[[ Records provided, beginning ]]

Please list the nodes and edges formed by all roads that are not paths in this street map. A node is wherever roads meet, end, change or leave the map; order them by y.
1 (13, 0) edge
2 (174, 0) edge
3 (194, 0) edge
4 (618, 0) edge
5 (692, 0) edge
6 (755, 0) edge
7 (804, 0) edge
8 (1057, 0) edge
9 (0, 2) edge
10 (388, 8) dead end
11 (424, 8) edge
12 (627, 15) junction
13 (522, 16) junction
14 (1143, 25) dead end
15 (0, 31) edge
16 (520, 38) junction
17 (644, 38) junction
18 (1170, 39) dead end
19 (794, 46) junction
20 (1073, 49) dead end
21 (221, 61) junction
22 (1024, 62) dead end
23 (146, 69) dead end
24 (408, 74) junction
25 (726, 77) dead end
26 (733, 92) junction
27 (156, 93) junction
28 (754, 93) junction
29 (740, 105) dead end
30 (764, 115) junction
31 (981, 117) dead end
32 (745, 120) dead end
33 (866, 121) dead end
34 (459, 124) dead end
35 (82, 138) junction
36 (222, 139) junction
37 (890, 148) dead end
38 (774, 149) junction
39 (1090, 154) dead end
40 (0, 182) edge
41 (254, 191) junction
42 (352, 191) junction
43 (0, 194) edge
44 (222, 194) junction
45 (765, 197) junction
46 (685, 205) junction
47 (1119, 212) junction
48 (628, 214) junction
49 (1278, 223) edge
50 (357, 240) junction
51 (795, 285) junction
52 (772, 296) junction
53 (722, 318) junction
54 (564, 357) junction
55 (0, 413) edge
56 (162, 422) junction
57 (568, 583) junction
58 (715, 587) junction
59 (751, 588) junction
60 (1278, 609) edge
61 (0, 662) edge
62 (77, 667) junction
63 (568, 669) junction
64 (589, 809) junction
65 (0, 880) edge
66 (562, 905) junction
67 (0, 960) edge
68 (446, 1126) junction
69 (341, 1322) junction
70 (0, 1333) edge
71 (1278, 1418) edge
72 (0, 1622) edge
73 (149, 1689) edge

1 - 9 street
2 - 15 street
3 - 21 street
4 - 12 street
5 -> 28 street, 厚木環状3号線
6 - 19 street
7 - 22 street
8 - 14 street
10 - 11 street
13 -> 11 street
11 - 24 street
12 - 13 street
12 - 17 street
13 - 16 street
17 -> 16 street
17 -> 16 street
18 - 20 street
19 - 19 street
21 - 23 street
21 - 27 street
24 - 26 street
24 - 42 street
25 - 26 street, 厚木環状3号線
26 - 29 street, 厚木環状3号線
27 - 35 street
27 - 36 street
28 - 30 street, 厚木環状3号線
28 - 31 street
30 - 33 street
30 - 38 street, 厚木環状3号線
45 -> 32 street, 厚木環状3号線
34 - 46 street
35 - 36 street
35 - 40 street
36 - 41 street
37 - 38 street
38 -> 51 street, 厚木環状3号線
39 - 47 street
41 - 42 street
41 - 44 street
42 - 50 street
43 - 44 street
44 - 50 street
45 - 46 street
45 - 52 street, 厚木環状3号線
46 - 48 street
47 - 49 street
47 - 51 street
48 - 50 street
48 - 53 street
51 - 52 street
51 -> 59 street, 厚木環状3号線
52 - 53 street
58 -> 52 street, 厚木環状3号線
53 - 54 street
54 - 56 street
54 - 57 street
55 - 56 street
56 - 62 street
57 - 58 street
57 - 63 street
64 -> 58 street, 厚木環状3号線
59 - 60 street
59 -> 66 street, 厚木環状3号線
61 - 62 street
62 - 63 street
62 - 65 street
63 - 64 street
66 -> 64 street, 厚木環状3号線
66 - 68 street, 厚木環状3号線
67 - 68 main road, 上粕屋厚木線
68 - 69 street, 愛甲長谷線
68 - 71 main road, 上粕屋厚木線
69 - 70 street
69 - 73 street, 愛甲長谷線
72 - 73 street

[[ Records provided, end ]]

**What to do**
Look above for lines with the word "愛甲長谷線" and copy them all.

**Answer section**
68 - 69 street, 愛甲長谷線
69 - 73 street, 愛甲長谷線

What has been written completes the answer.